** Your task **
Every record below needs to be retyped exactly as it appears.
★ ★ ★ ★ ★ ★ ★
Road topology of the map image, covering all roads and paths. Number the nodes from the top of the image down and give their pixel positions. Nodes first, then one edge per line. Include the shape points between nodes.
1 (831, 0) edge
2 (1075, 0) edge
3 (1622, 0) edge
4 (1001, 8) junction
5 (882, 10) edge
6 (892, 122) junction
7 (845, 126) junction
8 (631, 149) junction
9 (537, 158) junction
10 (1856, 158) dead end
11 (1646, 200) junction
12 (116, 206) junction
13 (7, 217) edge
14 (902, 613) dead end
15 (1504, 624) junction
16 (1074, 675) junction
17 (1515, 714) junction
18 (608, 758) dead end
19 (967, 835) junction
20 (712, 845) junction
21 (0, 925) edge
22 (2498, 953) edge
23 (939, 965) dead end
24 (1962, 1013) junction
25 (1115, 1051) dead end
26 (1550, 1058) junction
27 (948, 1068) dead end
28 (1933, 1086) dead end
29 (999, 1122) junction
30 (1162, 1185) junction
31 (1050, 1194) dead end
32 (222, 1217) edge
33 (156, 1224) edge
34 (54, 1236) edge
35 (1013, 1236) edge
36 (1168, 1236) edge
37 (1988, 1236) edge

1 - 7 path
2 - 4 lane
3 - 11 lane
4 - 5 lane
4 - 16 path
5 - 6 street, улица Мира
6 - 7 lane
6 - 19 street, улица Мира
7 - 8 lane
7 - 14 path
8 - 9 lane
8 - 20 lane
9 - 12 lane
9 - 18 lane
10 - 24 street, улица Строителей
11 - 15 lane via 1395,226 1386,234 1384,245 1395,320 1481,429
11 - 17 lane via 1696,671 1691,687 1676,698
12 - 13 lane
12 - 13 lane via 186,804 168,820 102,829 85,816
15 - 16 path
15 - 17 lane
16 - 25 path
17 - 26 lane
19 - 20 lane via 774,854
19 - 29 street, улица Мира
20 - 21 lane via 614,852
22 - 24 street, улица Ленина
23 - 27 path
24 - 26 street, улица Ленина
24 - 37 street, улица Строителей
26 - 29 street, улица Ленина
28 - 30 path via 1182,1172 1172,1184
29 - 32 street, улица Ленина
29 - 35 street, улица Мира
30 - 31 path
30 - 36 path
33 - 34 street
★ ★ ★ ★ ★ ★ ★
** Answer to the problem **
Road topology of the map image, covering all roads and paths. Number the nodes from the top of the image down and give their pixel positions. Nodes first, then one edge per line. Include the shape points between nodes.
1 (831, 0) edge
2 (1075, 0) edge
3 (1622, 0) edge
4 (1001, 8) junction
5 (882, 10) edge
6 (892, 122) junction
7 (845, 126) junction
8 (631, 149) junction
9 (537, 158) junction
10 (1856, 158) dead end
11 (1646, 200) junction
12 (116, 206) junction
13 (7, 217) edge
14 (902, 613) dead end
15 (1504, 624) junction
16 (1074, 675) junction
17 (1515, 714) junction
18 (608, 758) dead end
19 (967, 835) junction
20 (712, 845) junction
21 (0, 925) edge
22 (2498, 953) edge
23 (939, 965) dead end
24 (1962, 1013) junction
25 (1115, 1051) dead end
26 (1550, 1058) junction
27 (948, 1068) dead end
28 (1933, 1086) dead end
29 (999, 1122) junction
30 (1162, 1185) junction
31 (1050, 1194) dead end
32 (222, 1217) edge
33 (156, 1224) edge
34 (54, 1236) edge
35 (1013, 1236) edge
36 (1168, 1236) edge
37 (1988, 1236) edge

1 - 7 path
2 - 4 lane
3 - 11 lane
4 - 5 lane
4 - 16 path
5 - 6 street, улица Мира
6 - 7 lane
6 - 19 street, улица Мира
7 - 8 lane
7 - 14 path
8 - 9 lane
8 - 20 lane
9 - 12 lane
9 - 18 lane
10 - 24 street, улица Строителей
11 - 15 lane via 1395,226 1386,234 1384,245 1395,320 1481,429
11 - 17 lane via 1696,671 1691,687 1676,698
12 - 13 lane
12 - 13 lane via 186,804 168,820 102,829 85,816
15 - 16 path
15 - 17 lane
16 - 25 path
17 - 26 lane
19 - 20 lane via 774,854
19 - 29 street, улица Мира
20 - 21 lane via 614,852
22 - 24 street, улица Ленина
23 - 27 path
24 - 26 street, улица Ленина
24 - 37 street, улица Строителей
26 - 29 street, улица Ленина
28 - 30 path via 1182,1172 1172,1184
29 - 32 street, улица Ленина
29 - 35 street, улица Мира
30 - 31 path
30 - 36 path
33 - 34 street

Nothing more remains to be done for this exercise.